Evelyn Waugh's Scoop - a classic spoof of desert war correspondents from World War II - was exposing the black humour of conflict many years before Catch-22. The journalistic types are timeless (as, regrettably, so is war, it would seem) and this production, made in 1987, stars Donald Pleasance, Denholm Elliott and Herbert Lom.

Scoop was inspired by Waugh's misadventures covering Mussolini's 1935 invasion of Abyssinia for the London Daily Mail. Like Waugh, the central character of Scoop is flagrantly unsuited for war duty. He's William Boot, a dilettante nature columnist for the Daily Beast (the column, called "Lush Places", features lyrical celebrations of the great crested grebe and the "questing vole").

Through an identity mix-up, Boot gets packed off to cover a looming revolution in the obscure East African republic of Ishmaelia.

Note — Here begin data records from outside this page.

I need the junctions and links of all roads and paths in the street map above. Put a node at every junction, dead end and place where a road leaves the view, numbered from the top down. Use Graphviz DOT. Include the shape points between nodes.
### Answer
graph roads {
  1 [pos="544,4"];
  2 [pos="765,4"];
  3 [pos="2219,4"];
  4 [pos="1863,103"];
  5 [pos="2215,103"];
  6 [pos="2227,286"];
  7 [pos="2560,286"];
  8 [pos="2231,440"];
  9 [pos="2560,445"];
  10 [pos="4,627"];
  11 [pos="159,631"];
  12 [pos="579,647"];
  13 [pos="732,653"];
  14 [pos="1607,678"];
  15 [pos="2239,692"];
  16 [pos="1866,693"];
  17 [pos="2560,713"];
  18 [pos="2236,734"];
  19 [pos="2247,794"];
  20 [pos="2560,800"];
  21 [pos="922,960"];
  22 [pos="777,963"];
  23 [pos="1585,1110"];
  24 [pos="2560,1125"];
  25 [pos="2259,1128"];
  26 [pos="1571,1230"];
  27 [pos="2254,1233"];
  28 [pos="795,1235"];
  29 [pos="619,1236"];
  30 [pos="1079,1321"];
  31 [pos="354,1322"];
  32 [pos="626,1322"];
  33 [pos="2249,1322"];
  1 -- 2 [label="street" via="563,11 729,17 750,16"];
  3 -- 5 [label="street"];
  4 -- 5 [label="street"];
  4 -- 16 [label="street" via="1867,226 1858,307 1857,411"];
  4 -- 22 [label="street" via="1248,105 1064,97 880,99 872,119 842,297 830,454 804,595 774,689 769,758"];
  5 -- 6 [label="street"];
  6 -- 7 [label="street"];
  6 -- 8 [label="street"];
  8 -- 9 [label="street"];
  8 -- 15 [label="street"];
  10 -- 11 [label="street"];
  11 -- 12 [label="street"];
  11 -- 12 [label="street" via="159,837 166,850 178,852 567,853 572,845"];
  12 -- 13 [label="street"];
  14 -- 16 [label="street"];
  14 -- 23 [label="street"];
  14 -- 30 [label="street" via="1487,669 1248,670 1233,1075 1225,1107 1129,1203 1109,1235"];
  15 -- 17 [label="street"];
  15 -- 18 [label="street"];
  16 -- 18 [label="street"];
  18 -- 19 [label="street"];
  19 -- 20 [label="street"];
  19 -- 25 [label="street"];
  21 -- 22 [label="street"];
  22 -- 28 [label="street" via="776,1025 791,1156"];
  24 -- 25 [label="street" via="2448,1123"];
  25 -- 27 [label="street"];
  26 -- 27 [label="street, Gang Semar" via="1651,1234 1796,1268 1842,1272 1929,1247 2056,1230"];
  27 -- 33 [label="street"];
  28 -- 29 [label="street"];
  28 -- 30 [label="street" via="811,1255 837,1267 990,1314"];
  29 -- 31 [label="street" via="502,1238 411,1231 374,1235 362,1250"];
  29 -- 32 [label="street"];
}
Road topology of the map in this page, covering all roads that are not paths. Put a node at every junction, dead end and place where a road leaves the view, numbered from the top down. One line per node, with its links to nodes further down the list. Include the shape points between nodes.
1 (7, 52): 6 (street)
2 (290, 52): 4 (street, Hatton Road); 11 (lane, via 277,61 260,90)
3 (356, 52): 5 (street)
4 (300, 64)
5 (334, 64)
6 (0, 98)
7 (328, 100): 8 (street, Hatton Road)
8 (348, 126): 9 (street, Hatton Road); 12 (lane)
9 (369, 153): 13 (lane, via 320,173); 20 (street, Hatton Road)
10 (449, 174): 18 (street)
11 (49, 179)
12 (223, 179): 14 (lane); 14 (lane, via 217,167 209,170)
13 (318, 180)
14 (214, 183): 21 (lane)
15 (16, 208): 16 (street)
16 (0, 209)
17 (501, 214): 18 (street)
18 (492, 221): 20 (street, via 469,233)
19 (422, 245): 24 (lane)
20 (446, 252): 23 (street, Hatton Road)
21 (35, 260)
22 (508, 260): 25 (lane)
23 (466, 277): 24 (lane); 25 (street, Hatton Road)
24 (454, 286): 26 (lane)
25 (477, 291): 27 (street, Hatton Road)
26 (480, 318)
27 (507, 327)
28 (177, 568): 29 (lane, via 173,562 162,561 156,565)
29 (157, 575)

Waugh surrounded Boot with the Fleet Street types he most loathed, and they're all here: Lord Copper, the Beast's war-happy publisher, a staunch believer in "strong, mutually antagonistic governments everywhere"; Salter, the craven foreign editor terrified of his boss; and Corker, tabloid hack and master of fiction - especially when writing his expenses.

Michael Maloney perfectly captures the character's endearing bewilderment and his good-natured incompetence, but it's Pleasance's newspaper-baron-gone-bad that steals the show. "We shall expect victory about the middle of July", he says, with an eye more on his circulation than on national security. Laugh-out-loud satire it may be, but comments like that in these times have an uncomfortably true ring to them.